Description of the task – Reproduce each record exactly, but exclude every picture.

Data shown –
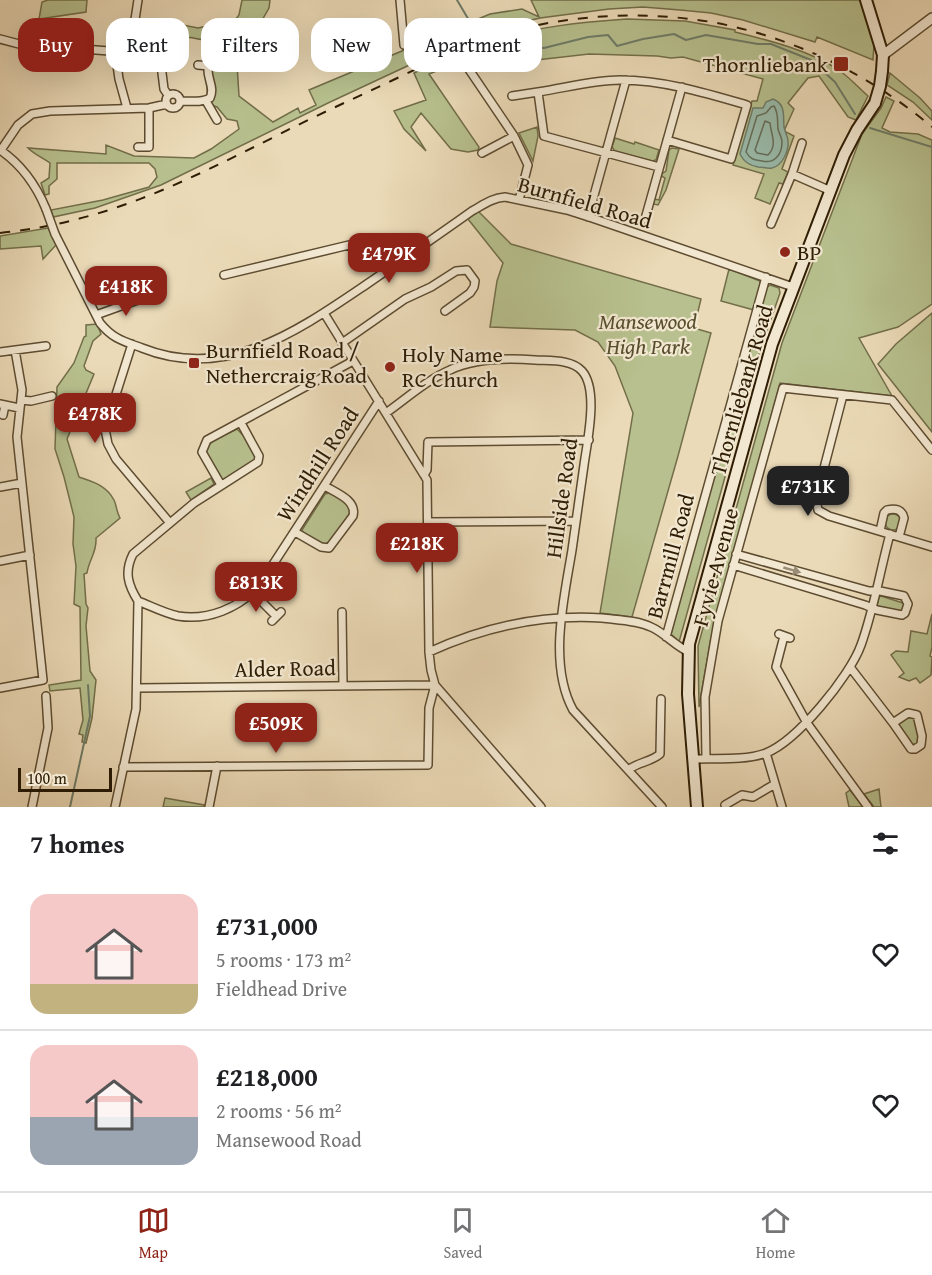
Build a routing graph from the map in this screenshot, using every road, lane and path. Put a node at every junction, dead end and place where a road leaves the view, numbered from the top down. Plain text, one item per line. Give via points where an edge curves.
1 (138, 0) edge
2 (400, 0) edge
3 (866, 0) edge
4 (135, 18) edge
5 (932, 18) edge
6 (0, 39) edge
7 (404, 45) dead end
8 (106, 51) edge
9 (883, 55) junction
10 (198, 65) dead end
11 (201, 65) edge
12 (118, 72) edge
13 (162, 72) edge
14 (210, 72) edge
15 (471, 72) edge
16 (626, 80) junction
17 (682, 87) junction
18 (538, 92) junction
19 (168, 95) junction
20 (512, 96) dead end
21 (180, 101) junction
22 (206, 101) junction
23 (167, 104) junction
24 (127, 108) junction
25 (148, 108) junction
26 (217, 120) dead end
27 (514, 136) junction
28 (667, 140) junction
29 (802, 143) dead end
30 (138, 147) dead end
31 (0, 150) edge
32 (482, 153) dead end
33 (606, 154) junction
34 (659, 168) junction
35 (792, 174) junction
36 (831, 191) junction
37 (519, 200) junction
38 (588, 217) junction
39 (645, 219) dead end
40 (771, 224) dead end
41 (389, 269) junction
42 (224, 275) dead end
43 (766, 277) junction
44 (793, 287) junction
45 (450, 294) dead end
46 (149, 296) dead end
47 (456, 303) junction
48 (445, 310) dead end
49 (324, 313) junction
50 (96, 315) junction
51 (342, 343) junction
52 (132, 344) junction
53 (46, 346) dead end
54 (15, 350) junction
55 (0, 352) edge
56 (353, 361) junction
57 (843, 394) junction
58 (52, 396) dead end
59 (22, 400) junction
60 (379, 401) junction
61 (2, 404) edge
62 (19, 408) junction
63 (386, 413) junction
64 (3, 415) dead end
65 (242, 423) junction
66 (589, 440) junction
67 (932, 450) edge
68 (424, 475) junction
69 (22, 483) junction
70 (221, 485) junction
71 (325, 486) junction
72 (0, 487) edge
73 (576, 521) junction
74 (428, 522) junction
75 (170, 523) junction
76 (880, 531) junction
77 (295, 532) junction
78 (890, 534) junction
79 (899, 537) junction
80 (932, 547) edge
81 (736, 554) junction
82 (30, 555) junction
83 (0, 561) edge
84 (733, 565) junction
85 (875, 591) junction
86 (253, 593) junction
87 (138, 601) junction
88 (872, 608) junction
89 (342, 612) dead end
90 (276, 616) dead end
91 (561, 618) junction
92 (785, 636) dead end
93 (666, 637) junction
94 (429, 652) junction
95 (689, 652) junction
96 (850, 667) junction
97 (343, 685) junction
98 (435, 685) junction
99 (0, 688) edge
100 (136, 688) junction
101 (46, 696) dead end
102 (661, 700) dead end
103 (807, 723) junction
104 (893, 723) junction
105 (766, 753) junction
106 (706, 758) junction
107 (693, 759) junction
108 (217, 766) junction
109 (123, 767) junction
110 (628, 770) junction
111 (775, 784) junction
112 (725, 805) dead end
113 (32, 807) edge
114 (116, 807) edge
115 (209, 807) edge
116 (541, 807) edge
117 (662, 807) edge
118 (697, 807) edge
119 (782, 807) edge
120 (868, 807) edge

1 - 4 street
2 - 7 street
3 - 9 main road, Thornliebank Road
5 - 9 street
6 - 8 street
9 - 36 main road, Thornliebank Road, bridge via 875,103 850,142
10 - 11 street
12 - 24 street
13 - 19 street
14 - 22 street via 212,93
15 - 27 street
16 - 17 street
16 - 18 street
16 - 33 street
17 - 28 street
17 - 28 street via 747,105 731,159
18 - 20 street
18 - 33 street via 544,136
19 - 21 street via 177,94
19 - 23 street
21 - 22 street
21 - 23 street via 175,108
22 - 26 street
23 - 25 street
24 - 25 street
24 - 31 street via 32,114 18,125
25 - 30 street via 149,147
27 - 32 street
27 - 37 street via 528,165
28 - 34 street
29 - 35 street
31 - 50 street, Burnfield Road, bridge via 20,165 33,182
33 - 34 street
33 - 38 street
34 - 39 street
35 - 36 street
35 - 40 street
36 - 44 main road, Thornliebank Road
37 - 38 street, Burnfield Road
37 - 41 street, Burnfield Road via 505,197 488,201
38 - 43 street, Burnfield Road
41 - 42 street via 370,250 349,245
41 - 49 street, Burnfield Road
43 - 44 street, Burnfield Road
43 - 93 street, Barrmill Road
44 - 95 main road, Thornliebank Road via 767,363
45 - 47 street
46 - 50 street
47 - 48 street
47 - 51 street via 474,287 475,281 467,270 456,271 405,299
49 - 51 street
49 - 52 street, Burnfield Road via 249,352 174,358
50 - 52 street, Burnfield Road via 110,335
51 - 56 street
52 - 75 street via 105,429 108,444
53 - 54 street
54 - 55 street
54 - 59 street
56 - 60 street
56 - 65 street
57 - 67 street via 892,400
57 - 76 street via 816,507 821,513
57 - 81 street, Fyvie Avenue via 783,387
58 - 59 street
59 - 62 street
60 - 63 street
60 - 71 street, Windhill Road
61 - 62 street
61 - 64 street
62 - 69 street via 17,437
63 - 66 street, Hillside Road via 452,369 491,360 555,361 576,367 586,379 590,396
63 - 68 street
65 - 70 street via 259,456 258,462
65 - 70 street via 203,446 202,452
66 - 68 street via 428,442
66 - 73 street, Hillside Road
68 - 74 street
69 - 72 street
69 - 82 street
70 - 75 street
71 - 77 street, Windhill Road
71 - 77 street via 351,503 353,516 329,548
73 - 74 street
73 - 91 street, Hillside Road
74 - 94 street
75 - 87 street via 133,554 128,564 128,580
76 - 78 street
76 - 79 street via 887,510 897,509 904,518
77 - 86 street, Windhill Road
78 - 79 street
78 - 85 street
79 - 80 street
81 - 84 street, Fyvie Avenue
81 -> 85 street
82 - 83 street
82 - 99 street via 43,680
84 - 88 street
84 - 106 street, Fyvie Avenue via 718,621 705,697
85 - 88 street
85 - 88 street via 904,596 908,604 902,615
86 - 87 street, Windhill Road via 225,610 200,617 177,615
86 - 90 street
87 - 100 street
88 - 96 street
89 - 97 street
91 - 93 street via 638,623
91 - 94 street via 490,628
91 - 110 street, Hillside Road via 560,659 569,704
92 - 103 street via 776,667
93 - 95 street
94 - 98 street
95 - 107 main road, Thornliebank Road
96 - 103 street
96 - 104 street
97 - 98 street, Alder Road
97 - 100 street, Alder Road
98 - 108 street via 429,708 428,765
98 - 116 street
100 - 109 street via 136,709
101 - 113 street via 48,728
102 - 110 street via 660,754
103 - 105 street
103 - 120 street
104 - 104 street via 908,713 917,715 921,745 911,748
105 - 106 street
105 - 111 street
106 - 107 street
107 - 118 main road, Thornliebank Road
108 - 109 street
108 - 115 street
109 - 114 street
110 - 117 street, Hillside Road
111 - 112 street via 753,797 742,795
111 - 119 street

Task solution –
Build a routing graph from the map in this screenshot, using every road, lane and path. Put a node at every junction, dead end and place where a road leaves the view, numbered from the top down. Plain text, one item per line. Give via points where an edge curves.
1 (138, 0) edge
2 (400, 0) edge
3 (866, 0) edge
4 (135, 18) edge
5 (932, 18) edge
6 (0, 39) edge
7 (404, 45) dead end
8 (106, 51) edge
9 (883, 55) junction
10 (198, 65) dead end
11 (201, 65) edge
12 (118, 72) edge
13 (162, 72) edge
14 (210, 72) edge
15 (471, 72) edge
16 (626, 80) junction
17 (682, 87) junction
18 (538, 92) junction
19 (168, 95) junction
20 (512, 96) dead end
21 (180, 101) junction
22 (206, 101) junction
23 (167, 104) junction
24 (127, 108) junction
25 (148, 108) junction
26 (217, 120) dead end
27 (514, 136) junction
28 (667, 140) junction
29 (802, 143) dead end
30 (138, 147) dead end
31 (0, 150) edge
32 (482, 153) dead end
33 (606, 154) junction
34 (659, 168) junction
35 (792, 174) junction
36 (831, 191) junction
37 (519, 200) junction
38 (588, 217) junction
39 (645, 219) dead end
40 (771, 224) dead end
41 (389, 269) junction
42 (224, 275) dead end
43 (766, 277) junction
44 (793, 287) junction
45 (450, 294) dead end
46 (149, 296) dead end
47 (456, 303) junction
48 (445, 310) dead end
49 (324, 313) junction
50 (96, 315) junction
51 (342, 343) junction
52 (132, 344) junction
53 (46, 346) dead end
54 (15, 350) junction
55 (0, 352) edge
56 (353, 361) junction
57 (843, 394) junction
58 (52, 396) dead end
59 (22, 400) junction
60 (379, 401) junction
61 (2, 404) edge
62 (19, 408) junction
63 (386, 413) junction
64 (3, 415) dead end
65 (242, 423) junction
66 (589, 440) junction
67 (932, 450) edge
68 (424, 475) junction
69 (22, 483) junction
70 (221, 485) junction
71 (325, 486) junction
72 (0, 487) edge
73 (576, 521) junction
74 (428, 522) junction
75 (170, 523) junction
76 (880, 531) junction
77 (295, 532) junction
78 (890, 534) junction
79 (899, 537) junction
80 (932, 547) edge
81 (736, 554) junction
82 (30, 555) junction
83 (0, 561) edge
84 (733, 565) junction
85 (875, 591) junction
86 (253, 593) junction
87 (138, 601) junction
88 (872, 608) junction
89 (342, 612) dead end
90 (276, 616) dead end
91 (561, 618) junction
92 (785, 636) dead end
93 (666, 637) junction
94 (429, 652) junction
95 (689, 652) junction
96 (850, 667) junction
97 (343, 685) junction
98 (435, 685) junction
99 (0, 688) edge
100 (136, 688) junction
101 (46, 696) dead end
102 (661, 700) dead end
103 (807, 723) junction
104 (893, 723) junction
105 (766, 753) junction
106 (706, 758) junction
107 (693, 759) junction
108 (217, 766) junction
109 (123, 767) junction
110 (628, 770) junction
111 (775, 784) junction
112 (725, 805) dead end
113 (32, 807) edge
114 (116, 807) edge
115 (209, 807) edge
116 (541, 807) edge
117 (662, 807) edge
118 (697, 807) edge
119 (782, 807) edge
120 (868, 807) edge

1 - 4 street
2 - 7 street
3 - 9 main road, Thornliebank Road
5 - 9 street
6 - 8 street
9 - 36 main road, Thornliebank Road, bridge via 875,103 850,142
10 - 11 street
12 - 24 street
13 - 19 street
14 - 22 street via 212,93
15 - 27 street
16 - 17 street
16 - 18 street
16 - 33 street
17 - 28 street
17 - 28 street via 747,105 731,159
18 - 20 street
18 - 33 street via 544,136
19 - 21 street via 177,94
19 - 23 street
21 - 22 street
21 - 23 street via 175,108
22 - 26 street
23 - 25 street
24 - 25 street
24 - 31 street via 32,114 18,125
25 - 30 street via 149,147
27 - 32 street
27 - 37 street via 528,165
28 - 34 street
29 - 35 street
31 - 50 street, Burnfield Road, bridge via 20,165 33,182
33 - 34 street
33 - 38 street
34 - 39 street
35 - 36 street
35 - 40 street
36 - 44 main road, Thornliebank Road
37 - 38 street, Burnfield Road
37 - 41 street, Burnfield Road via 505,197 488,201
38 - 43 street, Burnfield Road
41 - 42 street via 370,250 349,245
41 - 49 street, Burnfield Road
43 - 44 street, Burnfield Road
43 - 93 street, Barrmill Road
44 - 95 main road, Thornliebank Road via 767,363
45 - 47 street
46 - 50 street
47 - 48 street
47 - 51 street via 474,287 475,281 467,270 456,271 405,299
49 - 51 street
49 - 52 street, Burnfield Road via 249,352 174,358
50 - 52 street, Burnfield Road via 110,335
51 - 56 street
52 - 75 street via 105,429 108,444
53 - 54 street
54 - 55 street
54 - 59 street
56 - 60 street
56 - 65 street
57 - 67 street via 892,400
57 - 76 street via 816,507 821,513
57 - 81 street, Fyvie Avenue via 783,387
58 - 59 street
59 - 62 street
60 - 63 street
60 - 71 street, Windhill Road
61 - 62 street
61 - 64 street
62 - 69 street via 17,437
63 - 66 street, Hillside Road via 452,369 491,360 555,361 576,367 586,379 590,396
63 - 68 street
65 - 70 street via 259,456 258,462
65 - 70 street via 203,446 202,452
66 - 68 street via 428,442
66 - 73 street, Hillside Road
68 - 74 street
69 - 72 street
69 - 82 street
70 - 75 street
71 - 77 street, Windhill Road
71 - 77 street via 351,503 353,516 329,548
73 - 74 street
73 - 91 street, Hillside Road
74 - 94 street
75 - 87 street via 133,554 128,564 128,580
76 - 78 street
76 - 79 street via 887,510 897,509 904,518
77 - 86 street, Windhill Road
78 - 79 street
78 - 85 street
79 - 80 street
81 - 84 street, Fyvie Avenue
81 -> 85 street
82 - 83 street
82 - 99 street via 43,680
84 - 88 street
84 - 106 street, Fyvie Avenue via 718,621 705,697
85 - 88 street
85 - 88 street via 904,596 908,604 902,615
86 - 87 street, Windhill Road via 225,610 200,617 177,615
86 - 90 street
87 - 100 street
88 - 96 street
89 - 97 street
91 - 93 street via 638,623
91 - 94 street via 490,628
91 - 110 street, Hillside Road via 560,659 569,704
92 - 103 street via 776,667
93 - 95 street
94 - 98 street
95 - 107 main road, Thornliebank Road
96 - 103 street
96 - 104 street
97 - 98 street, Alder Road
97 - 100 street, Alder Road
98 - 108 street via 429,708 428,765
98 - 116 street
100 - 109 street via 136,709
101 - 113 street via 48,728
102 - 110 street via 660,754
103 - 105 street
103 - 120 street
104 - 104 street via 908,713 917,715 921,745 911,748
105 - 106 street
105 - 111 street
106 - 107 street
107 - 118 main road, Thornliebank Road
108 - 109 street
108 - 115 street
109 - 114 street
110 - 117 street, Hillside Road
111 - 112 street via 753,797 742,795
111 - 119 street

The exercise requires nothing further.